Indiana’s A-to-F school grading system has long been criticized by classroom educators for its reliance on standardized test scores. It came into use in 2011 as a way to drive academic improvements and often caused school leaders to focus heavily on the areas used to calculate the ranking. The letter grades are intended to give families and the public an easy way to gauge how well their local school is educating students.
Schools and entire districts who earn consecutive failing grades can face intervention from the state, including being placed under control of the state.
Now, the State Board of Education is revamping the accountability system and has suggested new ways to evaluate school quality could include attendance rates, social studies and science test scores, and career exploration.
During the first regular meeting of the year Wednesday, board staff released early feedback on those ideas. Major themes collected from responses submitted by parents, educators and others were summarized in the document and included a response from board staff.
Document: Accountablity Framework Feedback Summary
Some board members agreed that the current A-F system is not working for all schools. Others, including Perry Township Schools Superintendent Pat Mapes, also voiced support for making student literacy in grades K-3 a focus of the new metrics.
“Is the accountability system a burden? No. Is the accountability system upside down? I would say ‘yes’ because it should be more focused on [grades K-3] for literacy than what it means in the middle and whether or not we are passing the test,” he said. “Because if we don’t have literacy skills, it does not matter what we do after grade 3 because those kids are going to struggle.”
BJ Watts said the system needs work but warned that schools will shift priorities based on what the board eventually decides the metrics should be.
“Whatever we put in accoutbalitty, that is what schools are going to do,” Watts said.
David Freitas suggested creating a two-tiered type of system that would reward schools who had shown multiple years of a C-grade or higher, by not requiring they meet certain benchmarks.
He criticized the current system as blocking the freedom of teachers to try new ideas in the classroom because they are too focused on the state’s ILEARN exam.
“Why would we treat every school in the state of Indiana the same, they are just not,” Freitas said, later adding: “Do you want to be unleashed or do you want to continue with the same burdensome system we have encumbered them with for a number of years.”
Board members also want to know if the new accountability system can satisfy federal requirements. Now, each school is given a state grade and a federal assessment - a duality that can create confusion of what the rankings mean and how each compares to the other.
Jenner, formerly an adviser to Gov. Eric Holcomb and a vice president at Ivy Tech Community College, said no matter what is eventually decided it must be clear cut.
“We have an opportunity ahead, a major opportunity ahead to build a trusted and transparent system with transparent data, right?” she said during the meeting. “For our families, for our educators to use.”
Public, Stakeholders Respond
A majority of responders to the board's earlier memo disapproved of 100 points being the maximum awarded to a student to describe their annual academic growth.
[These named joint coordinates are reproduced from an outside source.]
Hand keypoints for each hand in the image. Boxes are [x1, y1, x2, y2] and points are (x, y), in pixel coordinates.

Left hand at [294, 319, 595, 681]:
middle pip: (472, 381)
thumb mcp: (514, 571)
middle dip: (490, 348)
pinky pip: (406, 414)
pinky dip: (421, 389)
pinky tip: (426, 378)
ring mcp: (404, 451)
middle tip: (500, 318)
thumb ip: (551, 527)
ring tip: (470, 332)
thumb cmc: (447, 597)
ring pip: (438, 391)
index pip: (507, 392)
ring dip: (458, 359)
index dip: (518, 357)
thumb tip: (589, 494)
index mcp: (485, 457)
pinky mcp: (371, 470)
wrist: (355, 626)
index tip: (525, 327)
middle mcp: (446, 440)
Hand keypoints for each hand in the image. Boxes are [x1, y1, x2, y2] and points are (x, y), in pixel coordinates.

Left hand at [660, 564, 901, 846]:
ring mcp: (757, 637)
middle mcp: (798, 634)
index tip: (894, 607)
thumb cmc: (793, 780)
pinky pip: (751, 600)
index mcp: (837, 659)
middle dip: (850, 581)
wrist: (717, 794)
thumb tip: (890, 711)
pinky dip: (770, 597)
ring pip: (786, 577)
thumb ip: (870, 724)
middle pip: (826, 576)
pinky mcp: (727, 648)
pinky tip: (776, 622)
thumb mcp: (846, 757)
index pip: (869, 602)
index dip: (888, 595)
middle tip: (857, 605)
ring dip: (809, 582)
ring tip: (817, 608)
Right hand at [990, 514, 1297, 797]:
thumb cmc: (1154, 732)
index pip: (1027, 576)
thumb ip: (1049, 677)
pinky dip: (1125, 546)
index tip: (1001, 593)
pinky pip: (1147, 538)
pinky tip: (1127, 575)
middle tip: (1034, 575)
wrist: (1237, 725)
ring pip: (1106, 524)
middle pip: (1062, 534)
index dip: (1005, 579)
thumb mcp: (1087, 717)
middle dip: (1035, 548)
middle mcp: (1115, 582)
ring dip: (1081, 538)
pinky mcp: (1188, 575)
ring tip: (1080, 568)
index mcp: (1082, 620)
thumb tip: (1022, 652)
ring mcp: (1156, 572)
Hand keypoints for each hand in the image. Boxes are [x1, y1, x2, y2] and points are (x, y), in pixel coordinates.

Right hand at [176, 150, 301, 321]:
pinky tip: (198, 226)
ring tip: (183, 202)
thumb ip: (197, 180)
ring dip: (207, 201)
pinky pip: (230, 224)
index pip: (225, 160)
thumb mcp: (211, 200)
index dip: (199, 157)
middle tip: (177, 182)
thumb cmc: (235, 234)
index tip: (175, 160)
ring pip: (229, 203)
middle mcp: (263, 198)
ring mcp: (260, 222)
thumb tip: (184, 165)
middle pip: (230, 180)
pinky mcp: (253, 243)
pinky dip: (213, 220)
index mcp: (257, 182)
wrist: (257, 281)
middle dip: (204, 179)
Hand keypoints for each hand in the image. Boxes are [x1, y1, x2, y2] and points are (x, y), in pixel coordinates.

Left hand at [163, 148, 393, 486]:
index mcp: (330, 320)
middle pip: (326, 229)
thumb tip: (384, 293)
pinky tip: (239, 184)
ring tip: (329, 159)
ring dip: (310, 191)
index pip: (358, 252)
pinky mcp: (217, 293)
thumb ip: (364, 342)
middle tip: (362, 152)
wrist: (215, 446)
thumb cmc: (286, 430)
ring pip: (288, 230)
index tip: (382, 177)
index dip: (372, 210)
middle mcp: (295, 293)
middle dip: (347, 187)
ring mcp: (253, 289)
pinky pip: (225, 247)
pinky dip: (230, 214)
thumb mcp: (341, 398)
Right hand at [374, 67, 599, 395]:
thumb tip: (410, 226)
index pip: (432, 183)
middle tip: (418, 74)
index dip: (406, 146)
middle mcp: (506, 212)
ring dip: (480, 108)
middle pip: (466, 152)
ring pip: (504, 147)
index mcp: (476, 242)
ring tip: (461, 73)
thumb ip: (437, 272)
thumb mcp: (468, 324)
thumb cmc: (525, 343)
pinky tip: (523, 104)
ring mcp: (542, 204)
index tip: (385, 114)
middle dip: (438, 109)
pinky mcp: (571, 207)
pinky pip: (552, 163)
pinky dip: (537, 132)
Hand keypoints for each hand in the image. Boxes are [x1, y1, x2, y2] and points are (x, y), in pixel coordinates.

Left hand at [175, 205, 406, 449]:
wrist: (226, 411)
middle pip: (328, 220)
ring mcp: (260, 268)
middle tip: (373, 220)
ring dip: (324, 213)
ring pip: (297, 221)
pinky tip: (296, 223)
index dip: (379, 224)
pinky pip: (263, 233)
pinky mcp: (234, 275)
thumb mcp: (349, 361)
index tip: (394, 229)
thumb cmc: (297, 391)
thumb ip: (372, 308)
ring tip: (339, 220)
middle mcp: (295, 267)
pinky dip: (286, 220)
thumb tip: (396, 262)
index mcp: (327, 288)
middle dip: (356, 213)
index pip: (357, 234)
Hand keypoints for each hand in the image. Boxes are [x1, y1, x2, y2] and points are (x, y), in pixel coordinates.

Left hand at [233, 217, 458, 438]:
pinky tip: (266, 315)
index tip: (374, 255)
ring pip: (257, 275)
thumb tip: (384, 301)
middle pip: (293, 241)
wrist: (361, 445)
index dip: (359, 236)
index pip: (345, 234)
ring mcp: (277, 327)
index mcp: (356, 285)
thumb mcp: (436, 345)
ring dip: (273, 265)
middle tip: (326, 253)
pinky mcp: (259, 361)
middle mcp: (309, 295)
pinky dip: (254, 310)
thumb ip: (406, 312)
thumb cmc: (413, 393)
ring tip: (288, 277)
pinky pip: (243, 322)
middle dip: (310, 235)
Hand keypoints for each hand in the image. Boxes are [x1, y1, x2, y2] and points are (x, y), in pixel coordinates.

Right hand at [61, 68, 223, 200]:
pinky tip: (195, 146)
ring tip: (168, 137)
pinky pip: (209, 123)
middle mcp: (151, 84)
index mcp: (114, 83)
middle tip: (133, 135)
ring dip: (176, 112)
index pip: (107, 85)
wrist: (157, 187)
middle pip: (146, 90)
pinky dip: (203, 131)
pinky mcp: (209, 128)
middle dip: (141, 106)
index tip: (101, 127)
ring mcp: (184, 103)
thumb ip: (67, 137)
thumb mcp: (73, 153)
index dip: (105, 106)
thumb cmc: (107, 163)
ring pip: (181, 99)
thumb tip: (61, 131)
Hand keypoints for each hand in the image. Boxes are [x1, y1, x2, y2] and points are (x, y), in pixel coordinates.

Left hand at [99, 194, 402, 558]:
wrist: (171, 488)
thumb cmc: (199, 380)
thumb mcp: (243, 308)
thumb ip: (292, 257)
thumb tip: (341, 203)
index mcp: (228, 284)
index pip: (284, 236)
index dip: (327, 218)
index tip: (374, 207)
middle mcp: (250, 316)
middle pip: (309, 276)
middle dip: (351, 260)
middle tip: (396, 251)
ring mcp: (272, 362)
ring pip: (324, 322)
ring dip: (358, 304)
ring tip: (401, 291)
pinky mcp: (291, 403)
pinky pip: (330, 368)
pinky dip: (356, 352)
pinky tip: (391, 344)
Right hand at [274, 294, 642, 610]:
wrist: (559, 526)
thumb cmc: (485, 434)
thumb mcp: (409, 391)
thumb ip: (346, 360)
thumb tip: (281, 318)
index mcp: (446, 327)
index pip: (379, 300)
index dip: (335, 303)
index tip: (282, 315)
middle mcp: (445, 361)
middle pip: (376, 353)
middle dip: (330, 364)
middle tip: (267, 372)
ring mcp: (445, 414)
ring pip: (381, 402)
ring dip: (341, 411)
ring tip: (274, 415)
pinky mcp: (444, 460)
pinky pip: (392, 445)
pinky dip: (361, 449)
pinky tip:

Higher points could potentially increase a school’s calculation for a letter grade.
“Schools that push students beyond one year of academic progress should receive more than 100 points,” many commenters agreed. “If one year’s growth is the expectation, then it is only appropriate to provide additional points beyond that.”
Responders voiced little support for making student attendance and chronic absenteeism an indicator because it “shifts focus away from key measurements of college and career readiness.” But school climate and culture surveys received some support from commenters as a possible metric.
The board is expected to hold a work session to further discuss ideas before next month’s meeting.
In addition to Jenner’s unanimous election as board chair, Kathleen Mote was voted in as vice chair and Pete Miller elected as the secretary.